De hecho, el tratamiento personalizado es prometedor. Los médicos ya saben que algunos medicamentos parecen funcionar mejor en pacientes cuyos tumores tienen ciertas mutaciones. Por ejemplo, un medicamento llamado erlotinib puede funcionar mejor en pacientes cuyos tumores tienen una mutación particular en un gen llamado EGFR.

Sin embargo, debe quedar claro que el ADN no siempre es destino. “Muchas personas que son portadoras de mutaciones podrían no llegar a padecer cáncer de páncreas, pero los antecedentes positivos de cáncer de páncreas hereditario son un factor de riesgo constante, con aproximadamente el doble de riesgo para los familiares de primer grado”, dice Petersen, quien junto con su coinvestigador, el Dr. Ken Zaret del Penn Institute for Regenerative Medicine, ha desarrollado un nuevo análisis de sangre que utiliza dos marcadores proteicos para detectar el cáncer de páncreas en sus fases más tempranas y más tratables.  Todavía se está estudiando el análisis, pero ha demostrado tener un 87 por ciento de sensibilidad diagnóstica, lo que significa que esa es la frecuencia con la que puede identificar correctamente a una persona con cáncer de páncreas en estadio I o II. Además, tiene un 98 por ciento de especificidad, o sea, la capacidad de descartar con precisión el cáncer en una persona que no lo tiene.

Sea proactivo

Si le preocupa su riesgo, hay medidas que puede tomar para reducirlo. Los factores que reducen el riesgo incluyen mantener un peso corporal saludable y dejar de fumar, ya que los fumadores tienen aproximadamente el triple de probabilidades de padecer cáncer de páncreas que los no fumadores, dice Petersen.

Pero si usted tiene antecedentes familiares significativos de cáncer de mama o de páncreas, hay pruebas disponibles para los genes BRCA1, BRCA2 y PALB. Si tiene antecedentes familiares de melanoma y cáncer de páncreas, hay pruebas disponibles para el gen p16 o CDKN2A. Es posible que algunas personas opten por participar en registros de investigación para el cáncer de páncreas hereditario.

No obstante, el primer paso es hablar con un asesor genético del cáncer que puede aconsejarle sobre los beneficios y los posibles riesgos de las pruebas genéticas, explica Petersen, quien también investiga las implicaciones bioéticas y conductuales de las pruebas genéticas del cáncer.

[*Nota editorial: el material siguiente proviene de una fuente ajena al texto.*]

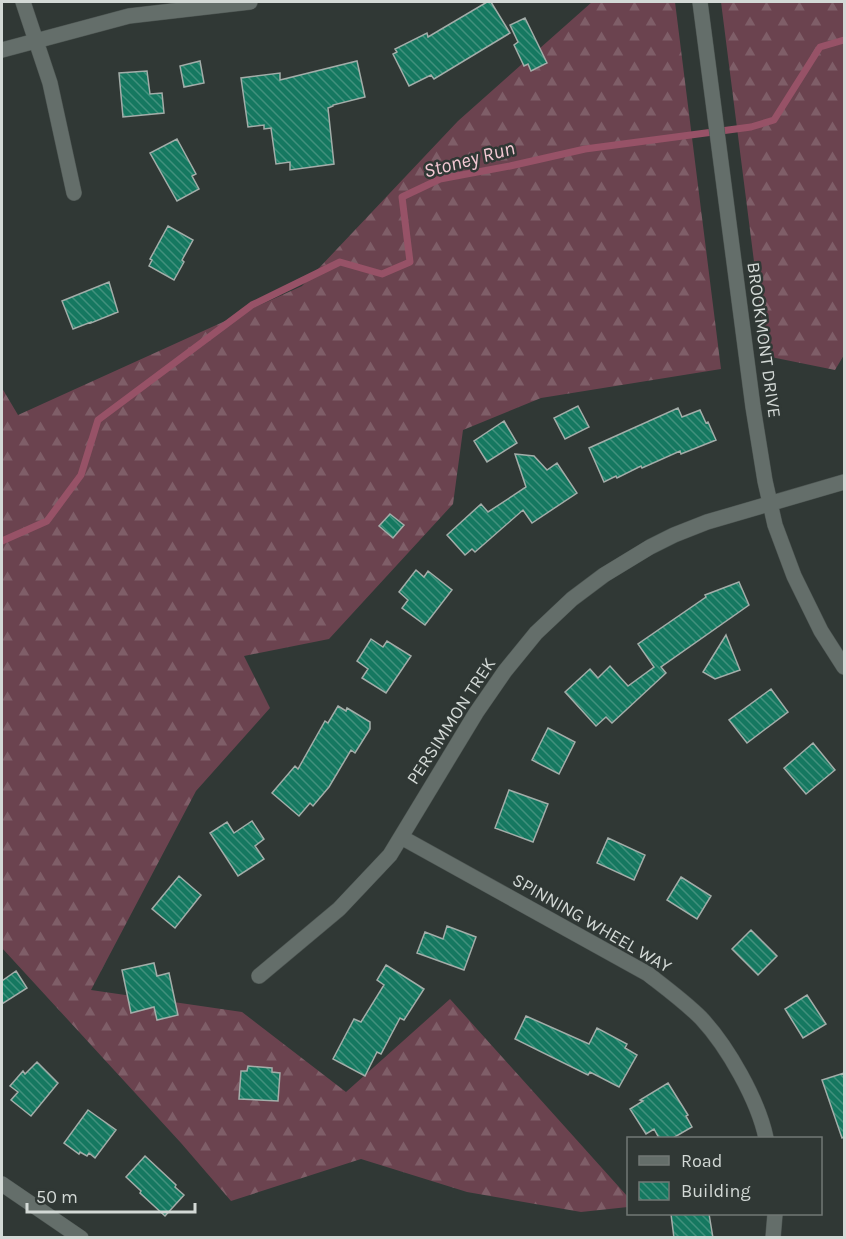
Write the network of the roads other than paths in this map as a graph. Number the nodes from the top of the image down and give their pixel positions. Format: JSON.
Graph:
{"nodes":[{"id":1,"x":23,"y":2,"type":"edge"},
{"id":2,"x":250,"y":2,"type":"edge"},
{"id":3,"x":700,"y":2,"type":"edge"},
{"id":4,"x":36,"y":41,"type":"junction"},
{"id":5,"x":2,"y":50,"type":"edge"},
{"id":6,"x":74,"y":193,"type":"dead end"},
{"id":7,"x":844,"y":482,"type":"edge"},
{"id":8,"x":770,"y":504,"type":"junction"},
{"id":9,"x":844,"y":667,"type":"edge"},
{"id":10,"x":401,"y":837,"type":"junction"},
{"id":11,"x":259,"y":976,"type":"dead end"},
{"id":12,"x":766,"y":1137,"type":"edge"},
{"id":13,"x":2,"y":1184,"type":"edge"},
{"id":14,"x":775,"y":1215,"type":"edge"},
{"id":15,"x":81,"y":1238,"type":"edge"},
{"id":16,"x":773,"y":1238,"type":"edge"}],
"edges":[{"from":1,"to":4,"type":"street"},
{"from":2,"to":4,"type":"street"},
{"from":3,"to":8,"type":"street","name":"BROOKMONT DRIVE"},
{"from":4,"to":5,"type":"street"},
{"from":4,"to":6,"type":"street"},
{"from":7,"to":8,"type":"street","name":"PERSIMMON TREK"},
{"from":8,"to":9,"type":"street","name":"BROOKMONT DRIVE"},
{"from":8,"to":10,"type":"street","name":"PERSIMMON TREK"},
{"from":10,"to":11,"type":"street","name":"PERSIMMON TREK"},
{"from":10,"to":12,"type":"street","name":"SPINNING WHEEL WAY"},
{"from":13,"to":15,"type":"street"},
{"from":14,"to":16,"type":"street"}]}
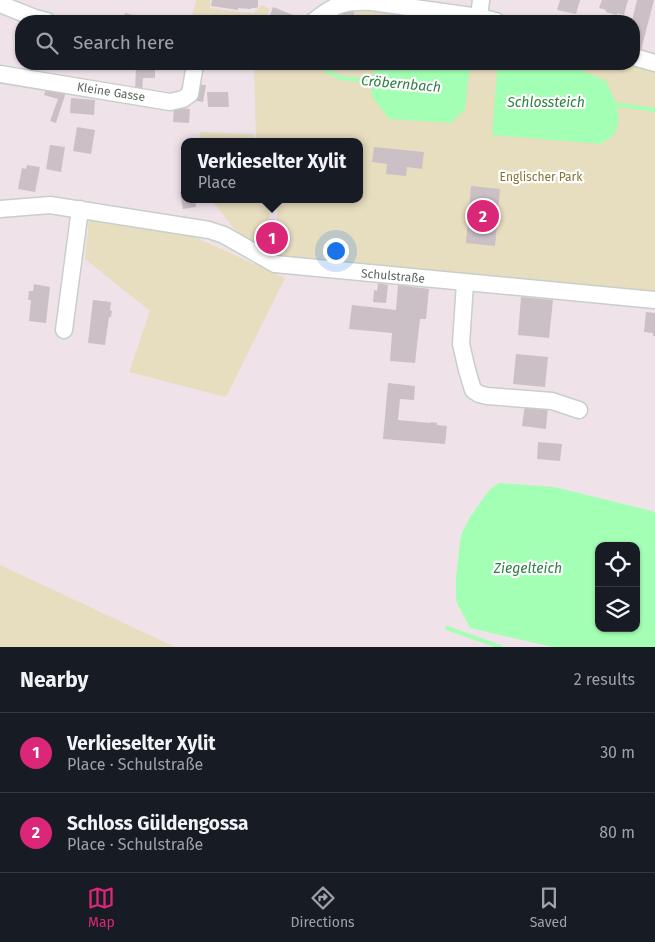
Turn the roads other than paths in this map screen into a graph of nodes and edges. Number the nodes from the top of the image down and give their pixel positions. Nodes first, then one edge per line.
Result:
1 (481, 0) edge
2 (0, 4) edge
3 (323, 5) edge
4 (28, 15) edge
5 (465, 15) edge
6 (479, 15) edge
7 (640, 59) edge
8 (655, 64) edge
9 (194, 70) edge
10 (0, 74) edge
11 (0, 209) edge
12 (80, 209) junction
13 (465, 282) junction
14 (655, 300) edge
15 (64, 330) dead end
16 (579, 410) dead end

1 - 6 street
2 - 4 street
3 - 5 street
7 - 8 street
9 - 10 street, Kleine Gasse
11 - 12 street, Schulstraße
12 - 13 street, Schulstraße
12 - 15 street
13 - 14 street, Schulstraße
13 - 16 street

Un asesor genético revisará los antecedentes familiares, verá si puede haber un componente hereditario y tratará de determinar el riesgo de por vida de una persona.

Petersen tiene grandes esperanzas para el futuro. “El cáncer de páncreas es una enfermedad terrible, pero definitivamente creo que pronto podremos informar mejor a las personas sobre su riesgo”, explica ella. “Todo lo que hacemos mejora el conocimiento sobre el cáncer de páncreas y por eso lo hacemos”.